* _How to complete this task_
Write the data below out exactly as it stands. Do not include the pictures.

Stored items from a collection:
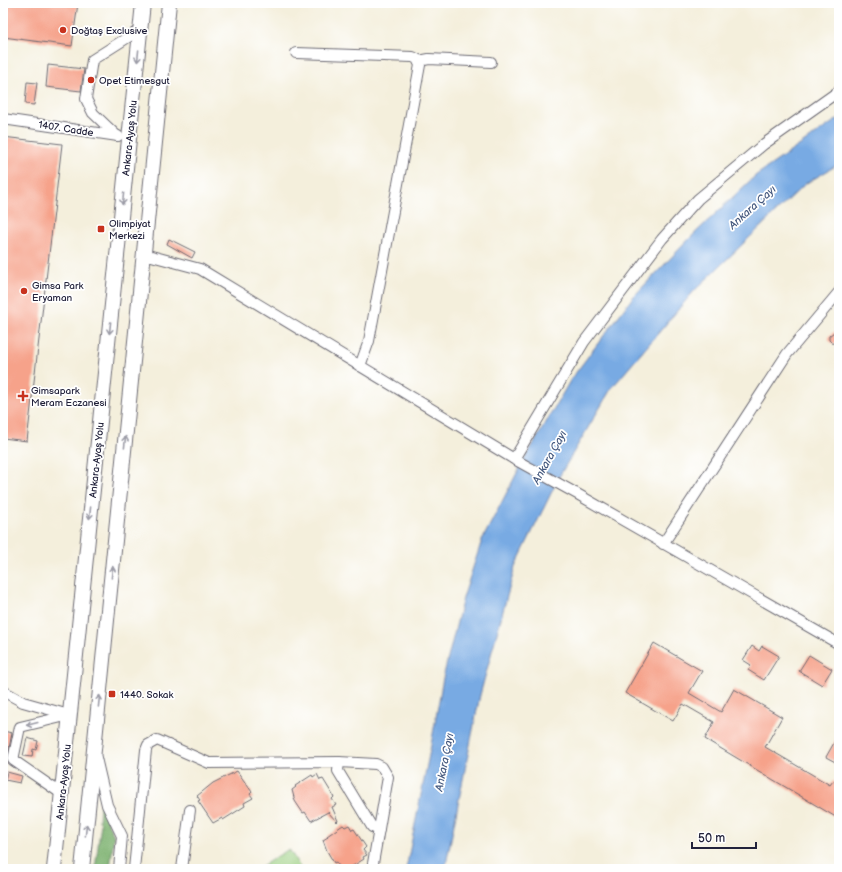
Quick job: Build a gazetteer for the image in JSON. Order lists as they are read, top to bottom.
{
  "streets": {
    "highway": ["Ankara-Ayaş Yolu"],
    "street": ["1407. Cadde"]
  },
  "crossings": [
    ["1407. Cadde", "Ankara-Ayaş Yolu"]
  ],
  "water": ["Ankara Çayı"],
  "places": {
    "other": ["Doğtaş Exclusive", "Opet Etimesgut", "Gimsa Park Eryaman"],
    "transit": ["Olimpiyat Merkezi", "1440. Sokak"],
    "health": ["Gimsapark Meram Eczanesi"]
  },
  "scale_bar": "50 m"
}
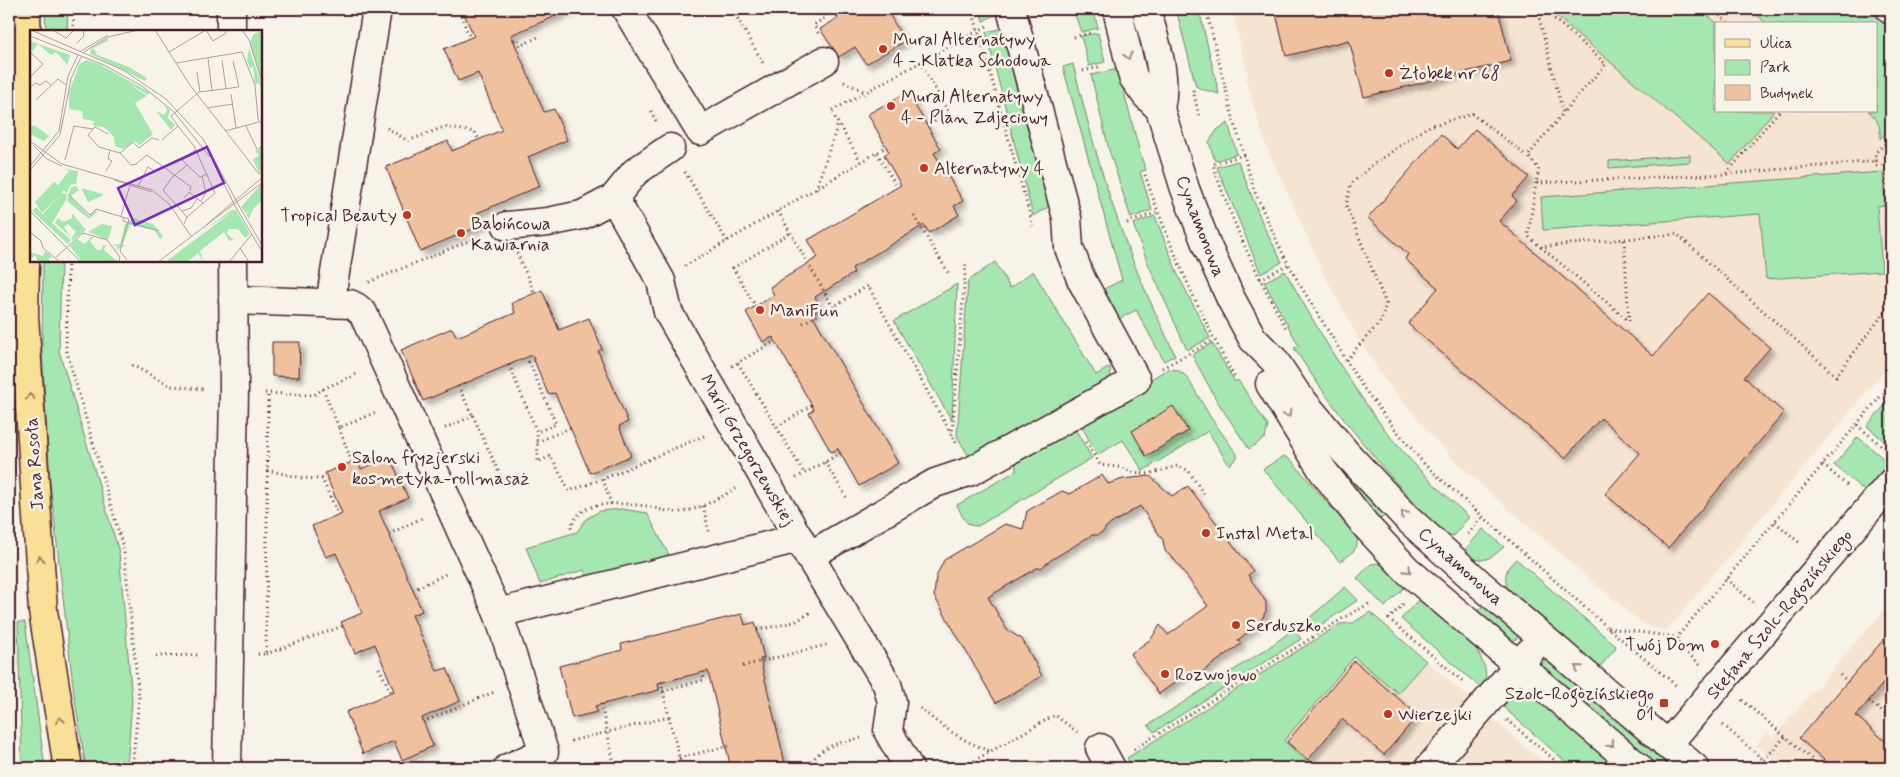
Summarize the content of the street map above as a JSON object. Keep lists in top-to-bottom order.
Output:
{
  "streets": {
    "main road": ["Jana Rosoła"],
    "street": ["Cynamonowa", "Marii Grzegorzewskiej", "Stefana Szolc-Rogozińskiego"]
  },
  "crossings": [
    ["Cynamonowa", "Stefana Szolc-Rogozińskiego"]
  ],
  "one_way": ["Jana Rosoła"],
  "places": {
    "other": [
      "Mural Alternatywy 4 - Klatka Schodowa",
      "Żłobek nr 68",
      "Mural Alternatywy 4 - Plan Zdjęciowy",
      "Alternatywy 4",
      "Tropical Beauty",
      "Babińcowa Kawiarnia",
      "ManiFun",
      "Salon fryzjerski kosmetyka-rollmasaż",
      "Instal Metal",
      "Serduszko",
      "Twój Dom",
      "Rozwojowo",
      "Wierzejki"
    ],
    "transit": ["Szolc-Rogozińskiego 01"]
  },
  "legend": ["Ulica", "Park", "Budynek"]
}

* _Answer box_
Quick job: Build a gazetteer for the image in JSON. Order lists as they are read, top to bottom.
{
  "streets": {
    "highway": ["Ankara-Ayaş Yolu"],
    "street": ["1407. Cadde"]
  },
  "crossings": [
    ["1407. Cadde", "Ankara-Ayaş Yolu"]
  ],
  "water": ["Ankara Çayı"],
  "places": {
    "other": ["Doğtaş Exclusive", "Opet Etimesgut", "Gimsa Park Eryaman"],
    "transit": ["Olimpiyat Merkezi", "1440. Sokak"],
    "health": ["Gimsapark Meram Eczanesi"]
  },
  "scale_bar": "50 m"
}
Summarize the content of the street map above as a JSON object. Keep lists in top-to-bottom order.
Output:
{
  "streets": {
    "main road": ["Jana Rosoła"],
    "street": ["Cynamonowa", "Marii Grzegorzewskiej", "Stefana Szolc-Rogozińskiego"]
  },
  "crossings": [
    ["Cynamonowa", "Stefana Szolc-Rogozińskiego"]
  ],
  "one_way": ["Jana Rosoła"],
  "places": {
    "other": [
      "Mural Alternatywy 4 - Klatka Schodowa",
      "Żłobek nr 68",
      "Mural Alternatywy 4 - Plan Zdjęciowy",
      "Alternatywy 4",
      "Tropical Beauty",
      "Babińcowa Kawiarnia",
      "ManiFun",
      "Salon fryzjerski kosmetyka-rollmasaż",
      "Instal Metal",
      "Serduszko",
      "Twój Dom",
      "Rozwojowo",
      "Wierzejki"
    ],
    "transit": ["Szolc-Rogozińskiego 01"]
  },
  "legend": ["Ulica", "Park", "Budynek"]
}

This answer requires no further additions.